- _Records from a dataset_
.....

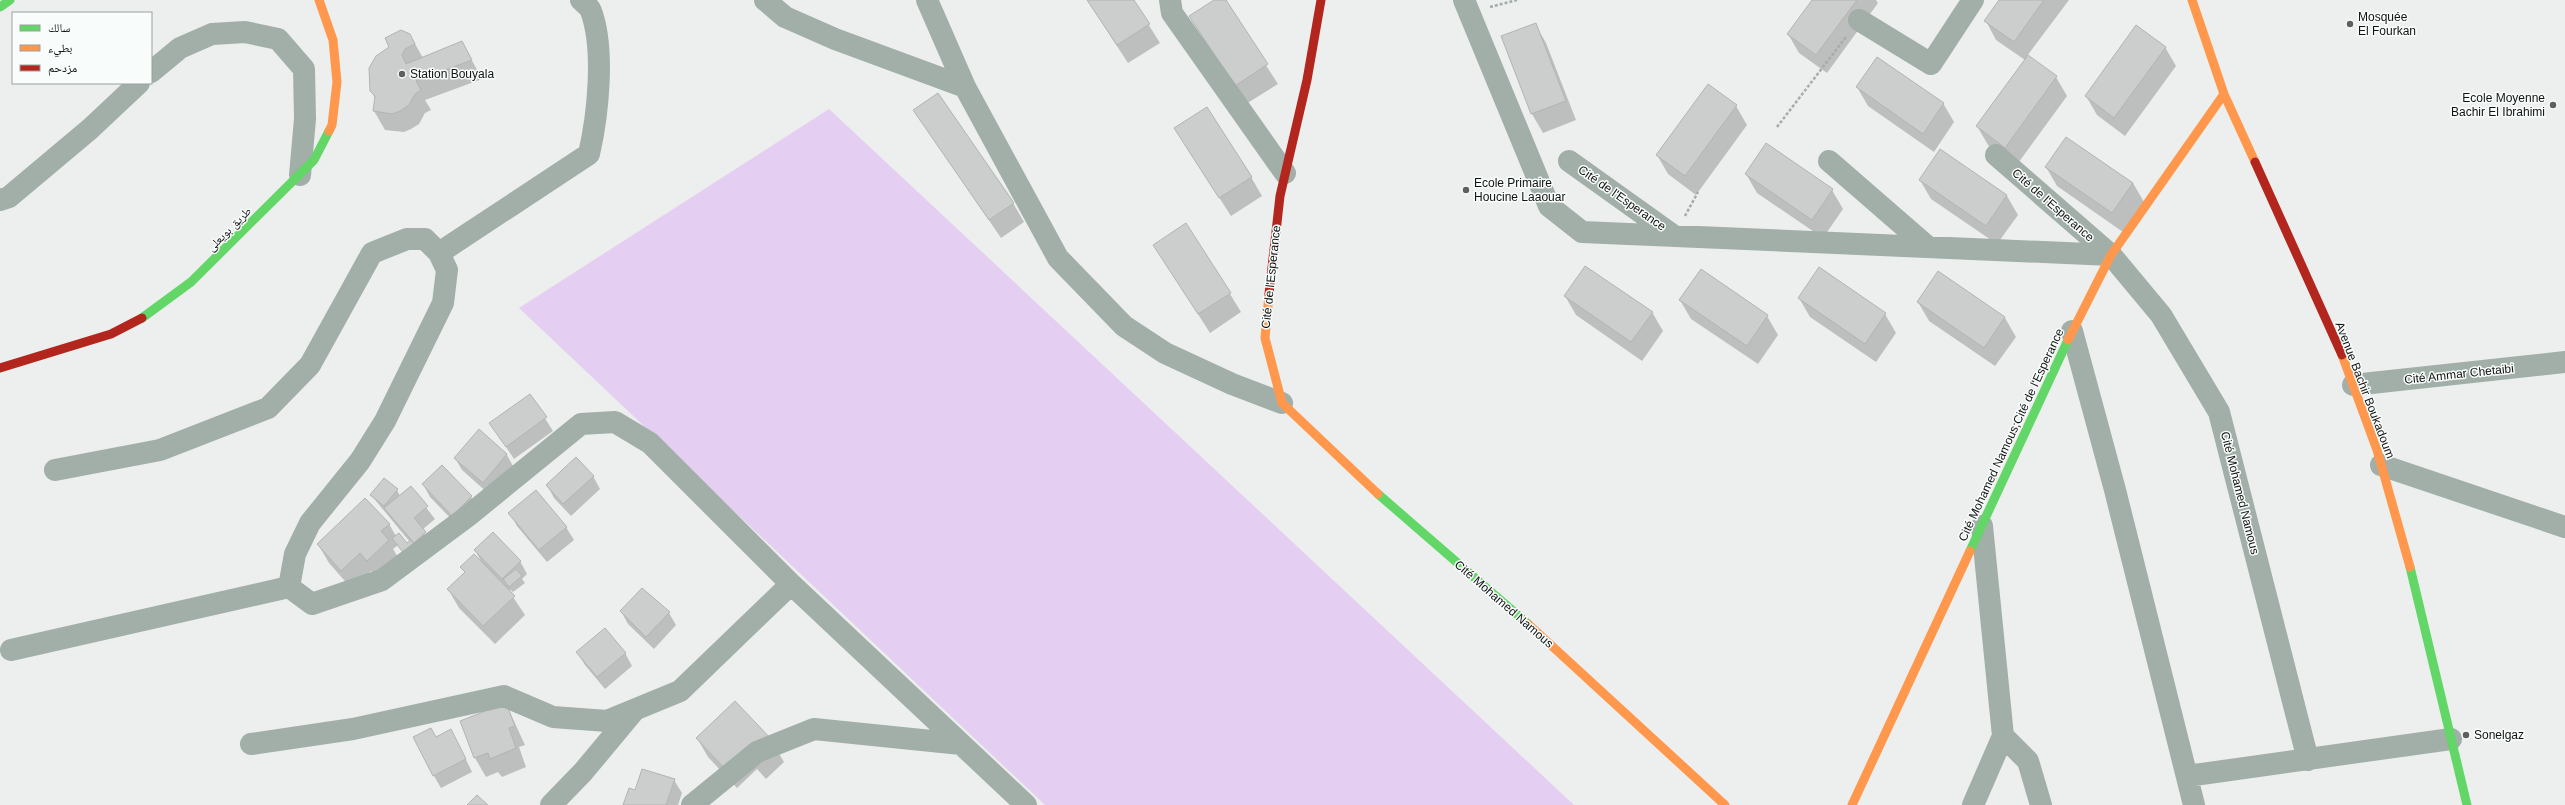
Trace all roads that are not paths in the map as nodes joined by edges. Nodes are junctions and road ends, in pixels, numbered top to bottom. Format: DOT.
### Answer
graph roads {
  1 [pos="10,0"];
  2 [pos="319,0"];
  3 [pos="581,0"];
  4 [pos="765,0"];
  5 [pos="927,0"];
  6 [pos="1170,0"];
  7 [pos="1321,0"];
  8 [pos="1973,0"];
  9 [pos="2192,0"];
  10 [pos="1466,6"];
  11 [pos="0,7"];
  12 [pos="1859,20"];
  13 [pos="152,71"];
  14 [pos="138,84"];
  15 [pos="965,87"];
  16 [pos="2224,94"];
  17 [pos="1996,155"];
  18 [pos="1569,161"];
  19 [pos="1829,161"];
  20 [pos="1285,173"];
  21 [pos="300,175"];
  22 [pos="0,200"];
  23 [pos="1674,236"];
  24 [pos="1928,247"];
  25 [pos="439,253"];
  26 [pos="2110,255"];
  27 [pos="2072,331"];
  28 [pos="2565,362"];
  29 [pos="0,368"];
  30 [pos="2353,385"];
  31 [pos="1282,403"];
  32 [pos="2381,465"];
  33 [pos="55,470"];
  34 [pos="1982,526"];
  35 [pos="2565,528"];
  36 [pos="791,584"];
  37 [pos="289,587"];
  38 [pos="11,650"];
  39 [pos="635,709"];
  40 [pos="2003,736"];
  41 [pos="2451,739"];
  42 [pos="251,744"];
  43 [pos="961,744"];
  44 [pos="2308,760"];
  45 [pos="2187,776"];
  46 [pos="551,805"];
  47 [pos="692,805"];
  48 [pos="1026,805"];
  49 [pos="1725,805"];
  50 [pos="1852,805"];
  51 [pos="1973,805"];
  52 [pos="2041,805"];
  53 [pos="2194,805"];
  54 [pos="2467,805"];
  1 -- 11 [label="main road"];
  2 -- 21 [label="main road, طريق بويعلى"];
  3 -- 25 [label="street"];
  4 -- 15 [label="street"];
  5 -- 15 [label="street"];
  6 -- 20 [label="street"];
  7 -- 20 [label="main road, Cité de l'Esperance"];
  8 -- 12 [label="street"];
  9 -- 16 [label="main road, Avenue Bachir Boukadoum"];
  10 -- 23 [label="street"];
  13 -- 21 [label="street"];
  14 -- 22 [label="street"];
  15 -- 31 [label="street"];
  16 -- 26 [label="main road, Cité Mohamed Namous;Cité de l'Esperance"];
  16 -- 30 [label="main road, Avenue Bachir Boukadoum"];
  17 -- 26 [label="street, Cité de l'Esperance"];
  18 -- 23 [label="street, Cité de l'Esperance"];
  19 -- 24 [label="street"];
  20 -- 31 [label="main road, Cité de l'Esperance"];
  21 -- 29 [label="main road, طريق بويعلى"];
  23 -- 24 [label="street"];
  24 -- 26 [label="street"];
  25 -- 33 [label="street"];
  25 -- 37 [label="street"];
  26 -- 27 [label="main road, Cité Mohamed Namous;Cité de l'Esperance"];
  26 -- 44 [label="street, Cité Mohamed Namous"];
  27 -- 34 [label="main road, Cité Mohamed Namous;Cité de l'Esperance"];
  27 -- 45 [label="street"];
  28 -- 30 [label="street, Cité Ammar Chetaibi"];
  30 -- 32 [label="main road, Avenue Bachir Boukadoum"];
  31 -- 49 [label="main road, Cité Mohamed Namous"];
  32 -- 35 [label="street"];
  32 -- 41 [label="main road, Avenue Bachir Boukadoum"];
  34 -- 40 [label="street"];
  34 -- 50 [label="main road, Cité Mohamed Namous;Cité de l'Esperance"];
  36 -- 37 [label="street"];
  36 -- 39 [label="street"];
  36 -- 43 [label="street"];
  37 -- 38 [label="street"];
  39 -- 42 [label="street"];
  39 -- 46 [label="street"];
  40 -- 51 [label="street"];
  40 -- 52 [label="street"];
  41 -- 44 [label="street"];
  41 -- 54 [label="main road, Avenue Bachir Boukadoum"];
  43 -- 47 [label="street"];
  43 -- 48 [label="street"];
  44 -- 45 [label="street"];
  45 -- 53 [label="street"];
}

.....

- _WORK INSTRUCTION_
When you retype the data above, match every line exactly and leave the pictures behind.

- _THE ANSWER_
Trace all roads that are not paths in the map as nodes joined by edges. Nodes are junctions and road ends, in pixels, numbered top to bottom. Format: DOT.
### Answer
graph roads {
  1 [pos="10,0"];
  2 [pos="319,0"];
  3 [pos="581,0"];
  4 [pos="765,0"];
  5 [pos="927,0"];
  6 [pos="1170,0"];
  7 [pos="1321,0"];
  8 [pos="1973,0"];
  9 [pos="2192,0"];
  10 [pos="1466,6"];
  11 [pos="0,7"];
  12 [pos="1859,20"];
  13 [pos="152,71"];
  14 [pos="138,84"];
  15 [pos="965,87"];
  16 [pos="2224,94"];
  17 [pos="1996,155"];
  18 [pos="1569,161"];
  19 [pos="1829,161"];
  20 [pos="1285,173"];
  21 [pos="300,175"];
  22 [pos="0,200"];
  23 [pos="1674,236"];
  24 [pos="1928,247"];
  25 [pos="439,253"];
  26 [pos="2110,255"];
  27 [pos="2072,331"];
  28 [pos="2565,362"];
  29 [pos="0,368"];
  30 [pos="2353,385"];
  31 [pos="1282,403"];
  32 [pos="2381,465"];
  33 [pos="55,470"];
  34 [pos="1982,526"];
  35 [pos="2565,528"];
  36 [pos="791,584"];
  37 [pos="289,587"];
  38 [pos="11,650"];
  39 [pos="635,709"];
  40 [pos="2003,736"];
  41 [pos="2451,739"];
  42 [pos="251,744"];
  43 [pos="961,744"];
  44 [pos="2308,760"];
  45 [pos="2187,776"];
  46 [pos="551,805"];
  47 [pos="692,805"];
  48 [pos="1026,805"];
  49 [pos="1725,805"];
  50 [pos="1852,805"];
  51 [pos="1973,805"];
  52 [pos="2041,805"];
  53 [pos="2194,805"];
  54 [pos="2467,805"];
  1 -- 11 [label="main road"];
  2 -- 21 [label="main road, طريق بويعلى"];
  3 -- 25 [label="street"];
  4 -- 15 [label="street"];
  5 -- 15 [label="street"];
  6 -- 20 [label="street"];
  7 -- 20 [label="main road, Cité de l'Esperance"];
  8 -- 12 [label="street"];
  9 -- 16 [label="main road, Avenue Bachir Boukadoum"];
  10 -- 23 [label="street"];
  13 -- 21 [label="street"];
  14 -- 22 [label="street"];
  15 -- 31 [label="street"];
  16 -- 26 [label="main road, Cité Mohamed Namous;Cité de l'Esperance"];
  16 -- 30 [label="main road, Avenue Bachir Boukadoum"];
  17 -- 26 [label="street, Cité de l'Esperance"];
  18 -- 23 [label="street, Cité de l'Esperance"];
  19 -- 24 [label="street"];
  20 -- 31 [label="main road, Cité de l'Esperance"];
  21 -- 29 [label="main road, طريق بويعلى"];
  23 -- 24 [label="street"];
  24 -- 26 [label="street"];
  25 -- 33 [label="street"];
  25 -- 37 [label="street"];
  26 -- 27 [label="main road, Cité Mohamed Namous;Cité de l'Esperance"];
  26 -- 44 [label="street, Cité Mohamed Namous"];
  27 -- 34 [label="main road, Cité Mohamed Namous;Cité de l'Esperance"];
  27 -- 45 [label="street"];
  28 -- 30 [label="street, Cité Ammar Chetaibi"];
  30 -- 32 [label="main road, Avenue Bachir Boukadoum"];
  31 -- 49 [label="main road, Cité Mohamed Namous"];
  32 -- 35 [label="street"];
  32 -- 41 [label="main road, Avenue Bachir Boukadoum"];
  34 -- 40 [label="street"];
  34 -- 50 [label="main road, Cité Mohamed Namous;Cité de l'Esperance"];
  36 -- 37 [label="street"];
  36 -- 39 [label="street"];
  36 -- 43 [label="street"];
  37 -- 38 [label="street"];
  39 -- 42 [label="street"];
  39 -- 46 [label="street"];
  40 -- 51 [label="street"];
  40 -- 52 [label="street"];
  41 -- 44 [label="street"];
  41 -- 54 [label="main road, Avenue Bachir Boukadoum"];
  43 -- 47 [label="street"];
  43 -- 48 [label="street"];
  44 -- 45 [label="street"];
  45 -- 53 [label="street"];
}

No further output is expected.